Toutefois si la critique touche juste, elle manque parfois un peu de mordant. La faute peut-être à des personnages un peu trop manichéens. Le maire Vadim Cheleviat, par exemple, est un parfait pourri dont le noir est trop appuyé, trop souligné par rapport au blanc. D'ailleurs, tout le film est sombre, asphyxiant. Si l'effet voulu est réussi, l'absence de lumière, de légèreté rend le film parfois un peu difficile et paraît un peu long, surtout dans la seconde partie. Son manque de recul empêche son propos de prendre une dimension autre que celle qu'il montre.

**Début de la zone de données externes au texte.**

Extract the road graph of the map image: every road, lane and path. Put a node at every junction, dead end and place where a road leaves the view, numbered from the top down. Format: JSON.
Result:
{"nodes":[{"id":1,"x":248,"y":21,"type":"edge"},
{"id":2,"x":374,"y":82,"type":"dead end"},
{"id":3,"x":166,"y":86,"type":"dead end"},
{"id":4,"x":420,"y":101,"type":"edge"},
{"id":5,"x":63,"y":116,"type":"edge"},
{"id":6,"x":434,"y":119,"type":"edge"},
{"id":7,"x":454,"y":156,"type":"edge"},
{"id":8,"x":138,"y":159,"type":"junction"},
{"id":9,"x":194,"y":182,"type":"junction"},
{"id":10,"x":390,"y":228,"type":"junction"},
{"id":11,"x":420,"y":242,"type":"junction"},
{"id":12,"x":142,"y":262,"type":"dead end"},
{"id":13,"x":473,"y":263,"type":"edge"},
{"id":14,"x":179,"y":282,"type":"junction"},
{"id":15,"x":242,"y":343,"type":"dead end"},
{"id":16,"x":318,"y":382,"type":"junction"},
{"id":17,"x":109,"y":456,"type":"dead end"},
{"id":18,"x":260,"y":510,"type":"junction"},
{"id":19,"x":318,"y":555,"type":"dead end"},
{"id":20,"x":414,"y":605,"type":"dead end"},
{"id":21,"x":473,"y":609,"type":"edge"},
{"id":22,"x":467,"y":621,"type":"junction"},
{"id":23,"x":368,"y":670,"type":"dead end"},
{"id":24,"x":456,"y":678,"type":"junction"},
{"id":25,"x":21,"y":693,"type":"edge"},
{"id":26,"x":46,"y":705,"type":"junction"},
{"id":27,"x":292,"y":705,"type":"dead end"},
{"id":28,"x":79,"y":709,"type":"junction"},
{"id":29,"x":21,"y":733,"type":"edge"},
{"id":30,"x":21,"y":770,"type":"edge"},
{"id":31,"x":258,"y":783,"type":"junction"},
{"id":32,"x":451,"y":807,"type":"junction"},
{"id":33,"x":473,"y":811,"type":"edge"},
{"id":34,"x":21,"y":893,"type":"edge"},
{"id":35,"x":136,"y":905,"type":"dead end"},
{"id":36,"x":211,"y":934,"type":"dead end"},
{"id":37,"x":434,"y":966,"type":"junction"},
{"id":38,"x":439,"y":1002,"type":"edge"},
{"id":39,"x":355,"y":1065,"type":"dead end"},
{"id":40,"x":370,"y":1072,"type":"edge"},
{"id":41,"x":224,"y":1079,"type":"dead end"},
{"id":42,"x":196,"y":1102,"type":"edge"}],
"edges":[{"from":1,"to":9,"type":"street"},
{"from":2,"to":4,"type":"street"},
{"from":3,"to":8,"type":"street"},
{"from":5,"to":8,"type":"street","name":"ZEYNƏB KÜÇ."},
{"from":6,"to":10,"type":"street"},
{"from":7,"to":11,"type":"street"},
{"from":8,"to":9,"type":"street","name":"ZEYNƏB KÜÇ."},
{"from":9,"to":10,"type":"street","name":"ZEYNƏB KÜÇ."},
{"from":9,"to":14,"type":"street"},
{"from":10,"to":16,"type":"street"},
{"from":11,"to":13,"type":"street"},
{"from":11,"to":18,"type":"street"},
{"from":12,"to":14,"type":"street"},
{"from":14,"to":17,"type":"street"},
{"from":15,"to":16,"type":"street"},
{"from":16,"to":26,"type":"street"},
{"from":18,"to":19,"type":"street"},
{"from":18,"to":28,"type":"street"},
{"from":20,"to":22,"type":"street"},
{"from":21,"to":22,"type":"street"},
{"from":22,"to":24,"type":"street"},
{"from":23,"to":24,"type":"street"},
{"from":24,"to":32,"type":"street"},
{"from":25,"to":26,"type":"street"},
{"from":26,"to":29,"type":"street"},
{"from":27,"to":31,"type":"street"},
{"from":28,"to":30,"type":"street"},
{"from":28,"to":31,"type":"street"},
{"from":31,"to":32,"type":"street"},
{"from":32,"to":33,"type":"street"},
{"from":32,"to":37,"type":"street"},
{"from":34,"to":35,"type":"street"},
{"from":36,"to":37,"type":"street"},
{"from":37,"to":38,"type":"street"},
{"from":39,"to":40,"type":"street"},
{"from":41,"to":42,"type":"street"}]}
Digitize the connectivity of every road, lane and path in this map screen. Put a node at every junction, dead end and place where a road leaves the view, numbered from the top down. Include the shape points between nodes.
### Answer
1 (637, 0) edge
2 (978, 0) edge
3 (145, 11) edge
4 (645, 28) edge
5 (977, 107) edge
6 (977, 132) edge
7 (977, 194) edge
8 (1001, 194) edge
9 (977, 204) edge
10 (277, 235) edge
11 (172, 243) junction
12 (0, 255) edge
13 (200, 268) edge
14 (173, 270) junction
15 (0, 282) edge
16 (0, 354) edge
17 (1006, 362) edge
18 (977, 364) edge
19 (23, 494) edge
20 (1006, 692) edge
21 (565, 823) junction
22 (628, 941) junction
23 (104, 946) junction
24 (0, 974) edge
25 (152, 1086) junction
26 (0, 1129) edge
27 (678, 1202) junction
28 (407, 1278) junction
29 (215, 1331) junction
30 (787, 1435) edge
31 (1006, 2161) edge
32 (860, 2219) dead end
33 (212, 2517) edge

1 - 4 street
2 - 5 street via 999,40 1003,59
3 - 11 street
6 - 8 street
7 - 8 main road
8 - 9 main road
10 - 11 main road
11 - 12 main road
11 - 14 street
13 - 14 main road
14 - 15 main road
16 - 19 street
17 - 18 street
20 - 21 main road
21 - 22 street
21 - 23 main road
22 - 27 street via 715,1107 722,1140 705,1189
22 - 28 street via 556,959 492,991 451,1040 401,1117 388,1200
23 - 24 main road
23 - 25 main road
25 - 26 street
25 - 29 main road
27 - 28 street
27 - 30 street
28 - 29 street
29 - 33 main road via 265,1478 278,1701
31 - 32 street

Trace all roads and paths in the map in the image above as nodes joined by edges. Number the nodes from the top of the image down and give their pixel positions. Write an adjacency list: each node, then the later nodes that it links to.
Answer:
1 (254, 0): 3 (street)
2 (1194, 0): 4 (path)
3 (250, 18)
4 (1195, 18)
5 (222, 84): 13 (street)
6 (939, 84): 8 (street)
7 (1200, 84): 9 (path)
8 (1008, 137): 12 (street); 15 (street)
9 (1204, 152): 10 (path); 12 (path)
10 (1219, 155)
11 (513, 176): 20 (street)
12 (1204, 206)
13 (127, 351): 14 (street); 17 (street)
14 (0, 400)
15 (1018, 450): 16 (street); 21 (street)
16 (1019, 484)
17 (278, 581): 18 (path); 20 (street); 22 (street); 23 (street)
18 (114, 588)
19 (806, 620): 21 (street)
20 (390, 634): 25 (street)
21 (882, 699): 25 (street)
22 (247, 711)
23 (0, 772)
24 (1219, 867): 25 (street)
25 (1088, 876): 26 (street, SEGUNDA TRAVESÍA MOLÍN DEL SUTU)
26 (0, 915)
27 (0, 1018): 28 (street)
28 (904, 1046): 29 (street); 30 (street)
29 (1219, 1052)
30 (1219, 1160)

Il impose sa vision très personnelle, et même s'il maîtrise son sujet, son film reste orageux, sans perspective d'apercevoir l'horizon. Cette ambiance un peu pesante ne doit toutefois pas faire oublier un vrai talent de cinéaste, qui pousse jusqu'à l'extrême son propos et va au bout de son ambition. Celle d'un petit bout de Russie qui se veut la critique de son pays et de l'impasse vers lequel il se dirige.




D'une créature mythologique, Andreï Zviaguintsev prend le nom pour en faire un film réaliste et cru. Léviathan raconte une histoire russe, un présent violent où la mort semble être la seule échappatoire possible. Un quotidien où l'argent et l'alcool guide les gens, et où la lente déshumanisation détruit les personnages un par un. Une œuvre où la naïveté est absente, autant qu'un cri d'amour d'un réalisateur qui place dans sa caméra une image d'espoir en de meilleurs lendemains, quitte à ce qu'il soit déçu.